= THE TASK =
Lines with "Right" in the entries below: count them and reply with the number alone.

Skeletal landmark data:
▽

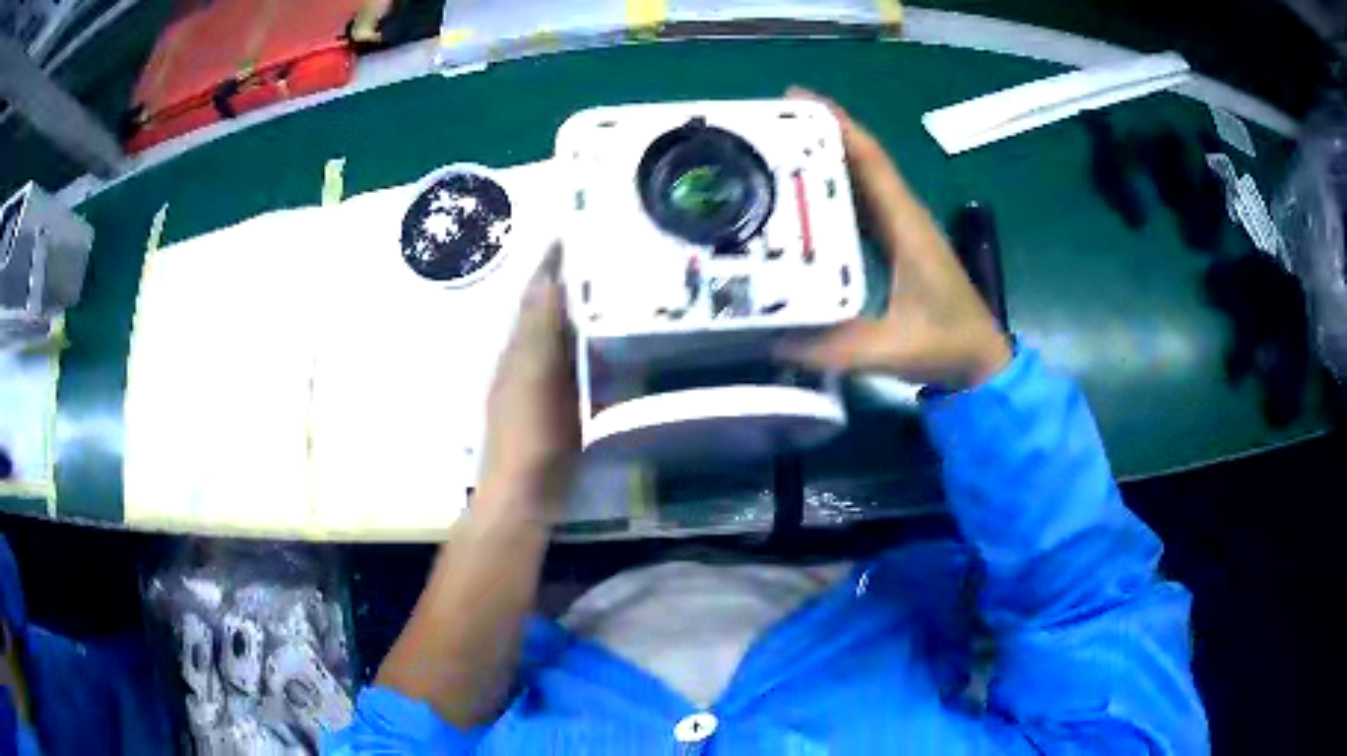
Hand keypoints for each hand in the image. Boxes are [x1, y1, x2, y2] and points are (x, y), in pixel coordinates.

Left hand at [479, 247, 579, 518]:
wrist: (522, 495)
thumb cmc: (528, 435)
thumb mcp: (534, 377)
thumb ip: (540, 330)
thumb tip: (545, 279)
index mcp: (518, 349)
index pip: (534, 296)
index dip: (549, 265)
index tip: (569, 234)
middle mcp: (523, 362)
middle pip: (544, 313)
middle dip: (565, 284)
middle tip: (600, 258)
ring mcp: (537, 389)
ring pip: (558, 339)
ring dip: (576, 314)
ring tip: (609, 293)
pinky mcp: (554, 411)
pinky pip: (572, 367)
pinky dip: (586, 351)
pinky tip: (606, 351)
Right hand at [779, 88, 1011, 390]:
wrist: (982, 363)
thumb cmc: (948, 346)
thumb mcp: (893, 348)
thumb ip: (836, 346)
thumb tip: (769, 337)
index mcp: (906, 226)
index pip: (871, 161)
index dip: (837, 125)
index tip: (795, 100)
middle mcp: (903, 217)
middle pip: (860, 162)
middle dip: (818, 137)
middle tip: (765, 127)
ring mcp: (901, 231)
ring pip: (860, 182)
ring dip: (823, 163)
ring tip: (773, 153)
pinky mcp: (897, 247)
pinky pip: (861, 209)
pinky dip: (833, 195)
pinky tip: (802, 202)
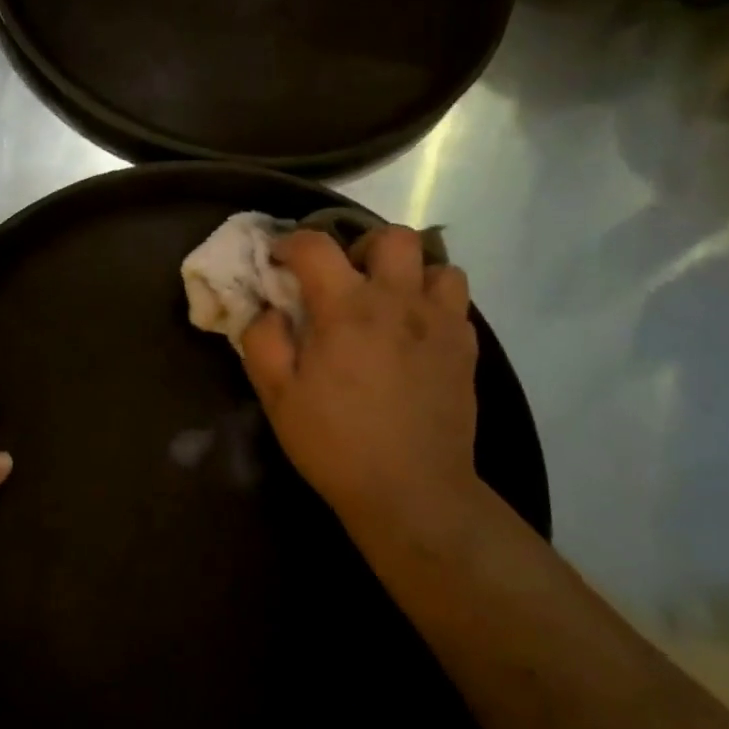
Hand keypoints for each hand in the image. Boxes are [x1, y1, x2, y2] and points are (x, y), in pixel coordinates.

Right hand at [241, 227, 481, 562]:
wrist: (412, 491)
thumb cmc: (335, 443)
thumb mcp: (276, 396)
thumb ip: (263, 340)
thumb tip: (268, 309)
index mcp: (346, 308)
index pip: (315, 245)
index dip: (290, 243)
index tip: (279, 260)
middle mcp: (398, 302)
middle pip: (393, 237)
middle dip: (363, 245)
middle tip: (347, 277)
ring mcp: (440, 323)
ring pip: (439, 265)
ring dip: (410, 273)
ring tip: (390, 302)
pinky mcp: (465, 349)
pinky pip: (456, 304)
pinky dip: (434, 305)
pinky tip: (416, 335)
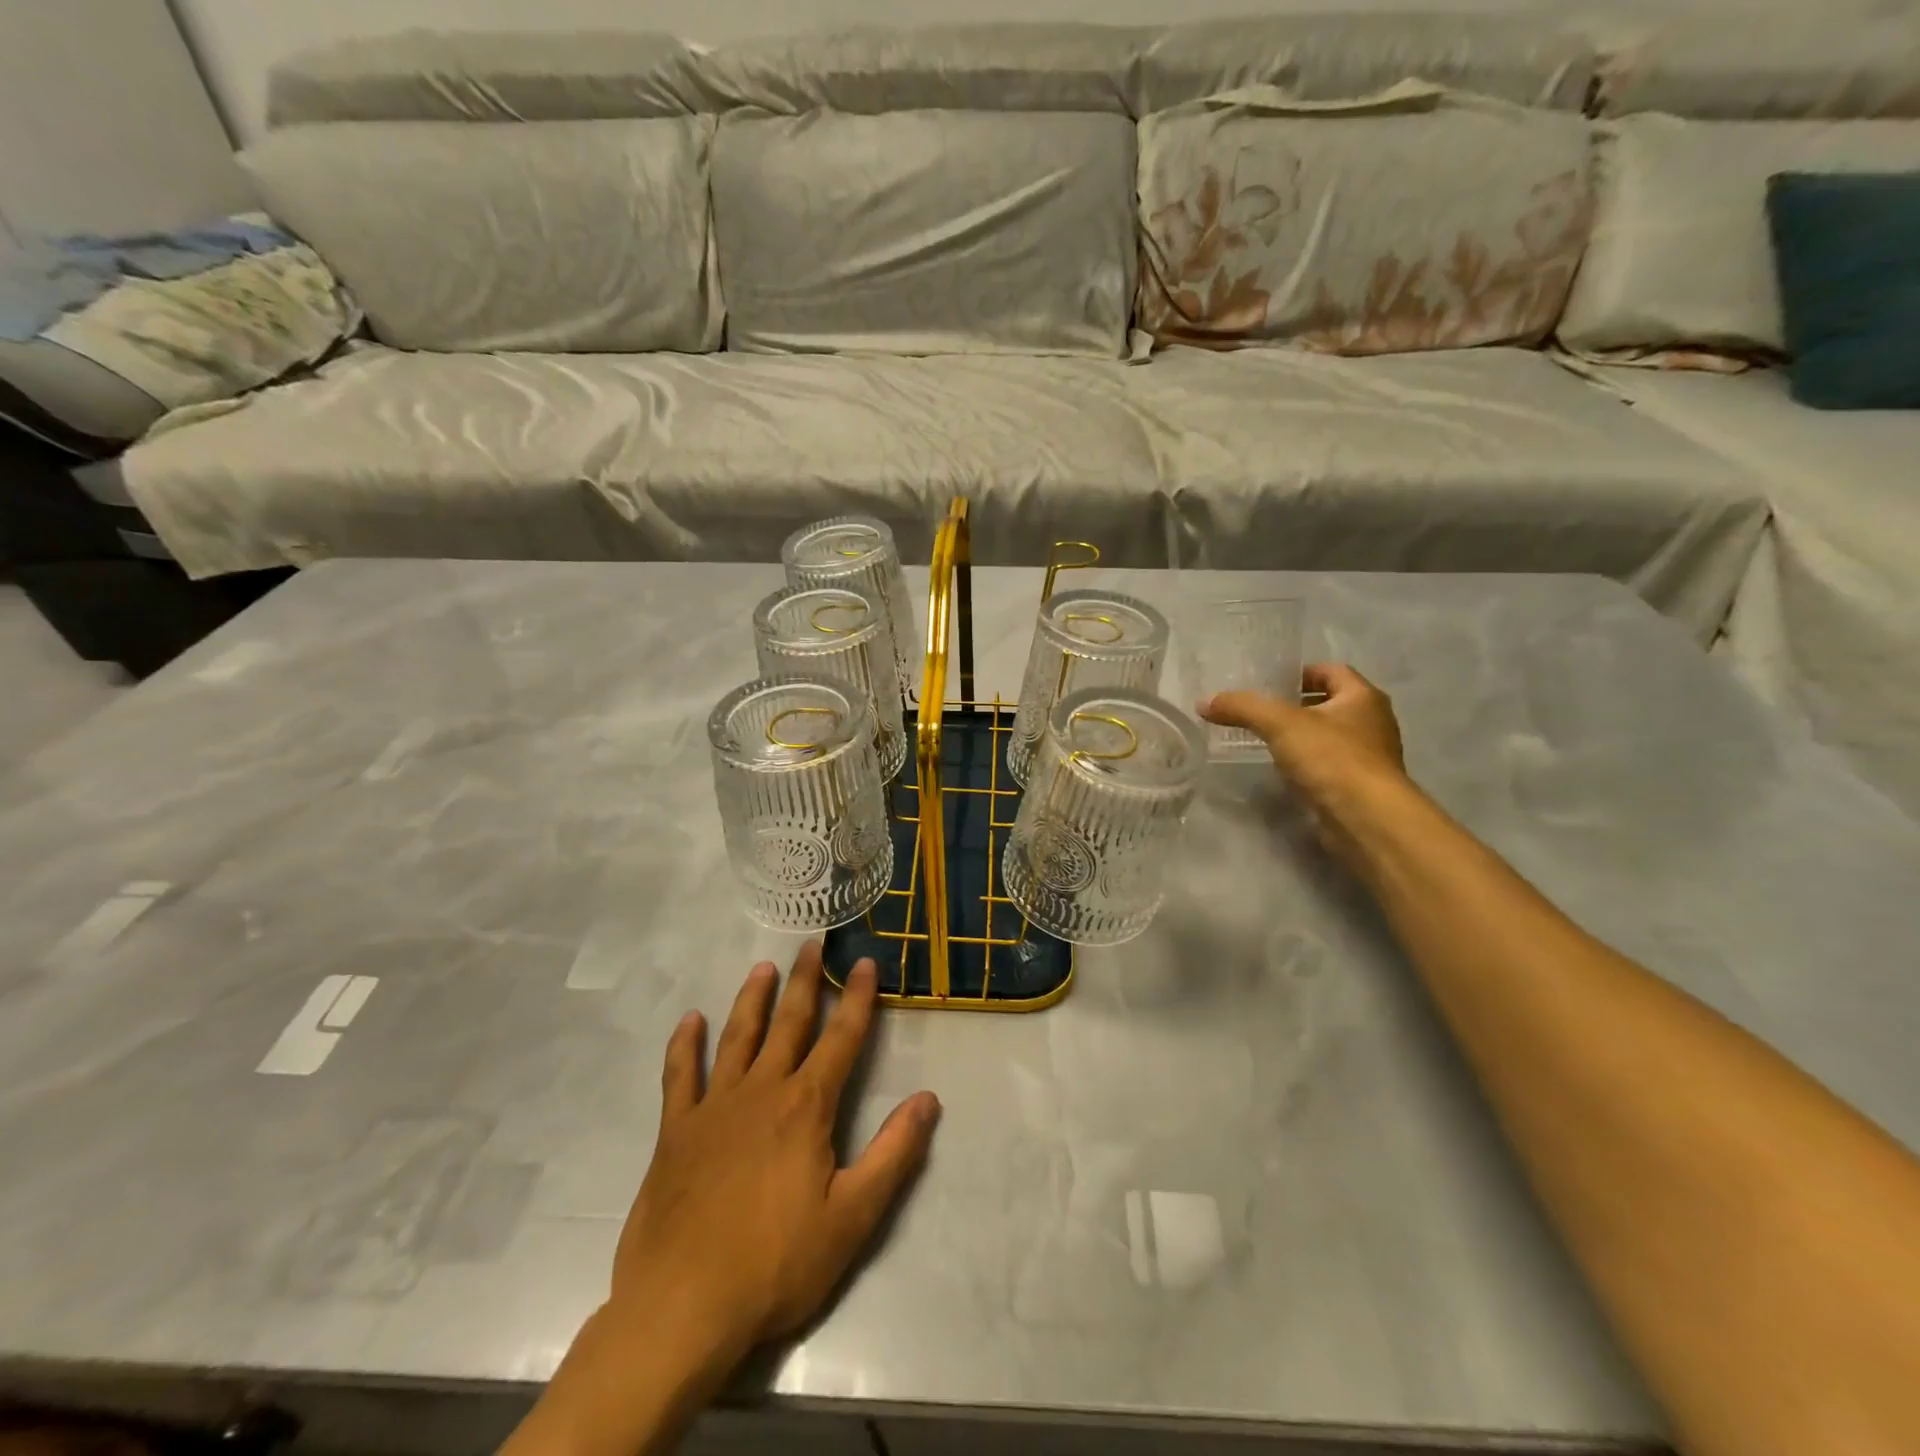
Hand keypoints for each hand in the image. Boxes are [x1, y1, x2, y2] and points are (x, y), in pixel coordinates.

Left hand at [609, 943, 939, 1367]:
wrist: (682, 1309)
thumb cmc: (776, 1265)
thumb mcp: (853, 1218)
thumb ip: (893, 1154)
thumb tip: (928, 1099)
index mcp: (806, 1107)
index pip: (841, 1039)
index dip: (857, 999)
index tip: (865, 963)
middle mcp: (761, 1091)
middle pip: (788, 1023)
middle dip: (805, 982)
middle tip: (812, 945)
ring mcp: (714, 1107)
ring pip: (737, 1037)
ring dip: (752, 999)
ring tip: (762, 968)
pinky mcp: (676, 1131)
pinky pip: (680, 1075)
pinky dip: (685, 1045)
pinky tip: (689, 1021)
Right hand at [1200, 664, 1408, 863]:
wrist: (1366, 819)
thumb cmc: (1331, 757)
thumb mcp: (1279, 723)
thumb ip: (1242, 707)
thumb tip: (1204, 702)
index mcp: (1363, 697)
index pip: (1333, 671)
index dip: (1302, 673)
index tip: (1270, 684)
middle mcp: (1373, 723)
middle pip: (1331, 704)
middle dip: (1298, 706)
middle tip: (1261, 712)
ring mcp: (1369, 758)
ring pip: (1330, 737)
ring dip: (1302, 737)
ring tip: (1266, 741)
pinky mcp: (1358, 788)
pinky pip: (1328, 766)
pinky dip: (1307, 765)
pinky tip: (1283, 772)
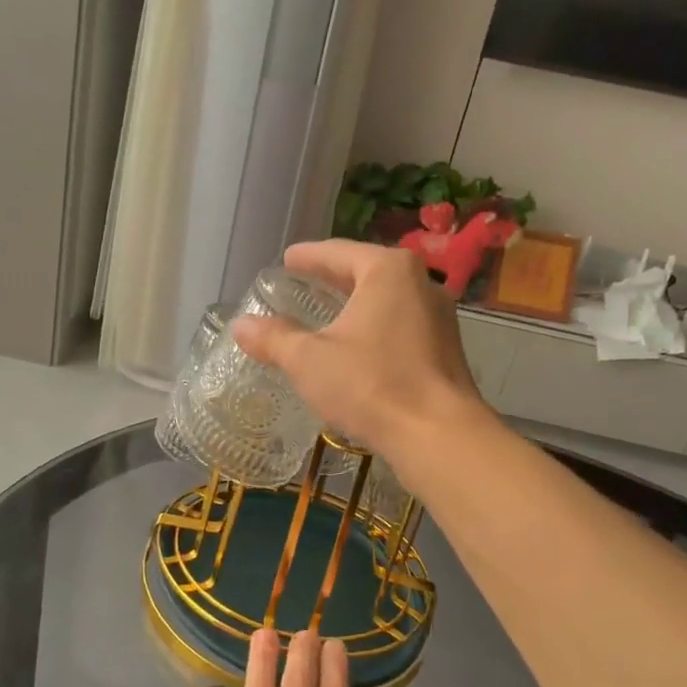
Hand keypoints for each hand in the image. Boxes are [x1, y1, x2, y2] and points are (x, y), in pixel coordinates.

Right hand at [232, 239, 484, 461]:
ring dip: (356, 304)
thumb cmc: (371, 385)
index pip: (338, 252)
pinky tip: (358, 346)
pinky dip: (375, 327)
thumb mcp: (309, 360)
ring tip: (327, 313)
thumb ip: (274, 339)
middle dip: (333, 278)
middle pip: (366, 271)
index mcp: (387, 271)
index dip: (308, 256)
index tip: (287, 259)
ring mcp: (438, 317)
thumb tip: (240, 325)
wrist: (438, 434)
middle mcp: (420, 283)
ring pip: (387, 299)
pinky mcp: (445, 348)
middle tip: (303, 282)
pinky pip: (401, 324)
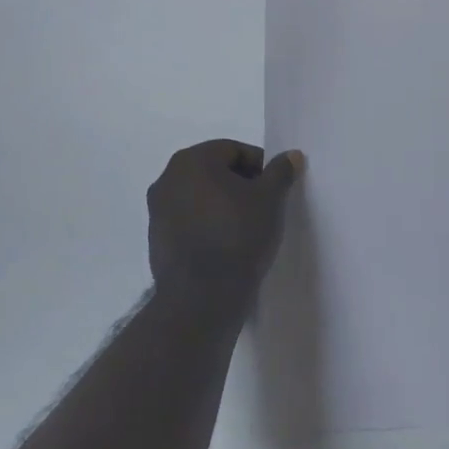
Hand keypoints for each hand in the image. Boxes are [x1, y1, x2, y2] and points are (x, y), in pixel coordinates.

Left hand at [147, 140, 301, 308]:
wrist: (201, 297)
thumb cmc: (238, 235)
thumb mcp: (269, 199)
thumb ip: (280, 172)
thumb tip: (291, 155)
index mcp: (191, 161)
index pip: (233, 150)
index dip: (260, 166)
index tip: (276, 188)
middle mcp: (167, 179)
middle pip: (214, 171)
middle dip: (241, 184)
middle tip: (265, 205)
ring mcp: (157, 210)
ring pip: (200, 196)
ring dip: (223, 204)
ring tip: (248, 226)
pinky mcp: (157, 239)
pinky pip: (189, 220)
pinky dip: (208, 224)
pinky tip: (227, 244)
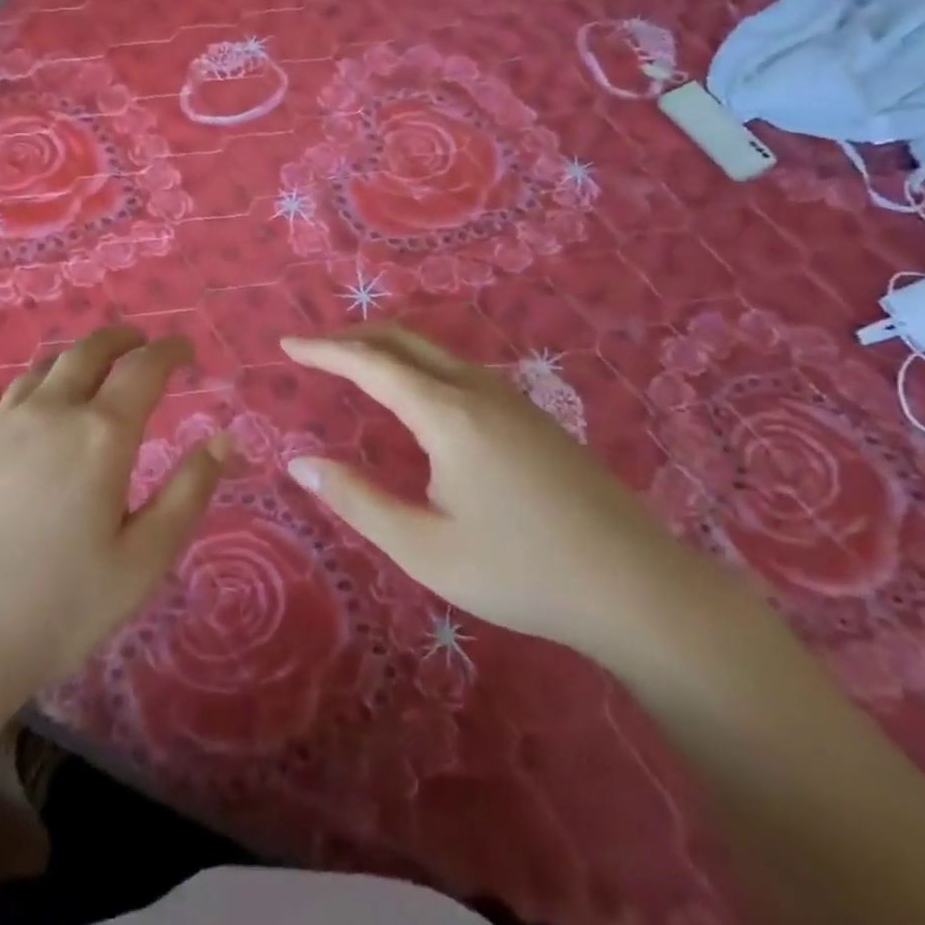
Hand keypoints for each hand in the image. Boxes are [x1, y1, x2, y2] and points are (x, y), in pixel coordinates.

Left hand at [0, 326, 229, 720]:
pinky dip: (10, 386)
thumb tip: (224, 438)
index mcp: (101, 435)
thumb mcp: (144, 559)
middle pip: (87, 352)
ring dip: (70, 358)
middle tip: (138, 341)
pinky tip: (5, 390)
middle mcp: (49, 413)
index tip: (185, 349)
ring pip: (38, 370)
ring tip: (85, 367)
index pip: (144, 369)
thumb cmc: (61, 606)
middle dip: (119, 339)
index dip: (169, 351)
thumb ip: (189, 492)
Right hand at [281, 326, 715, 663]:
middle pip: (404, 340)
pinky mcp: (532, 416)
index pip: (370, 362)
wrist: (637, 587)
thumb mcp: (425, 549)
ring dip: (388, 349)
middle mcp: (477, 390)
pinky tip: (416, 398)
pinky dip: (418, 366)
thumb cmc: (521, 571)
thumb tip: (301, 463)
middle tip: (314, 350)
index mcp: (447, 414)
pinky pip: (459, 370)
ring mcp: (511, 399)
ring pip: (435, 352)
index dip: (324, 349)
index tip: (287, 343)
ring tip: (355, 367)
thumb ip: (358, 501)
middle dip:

△

= ANSWER AREA =
5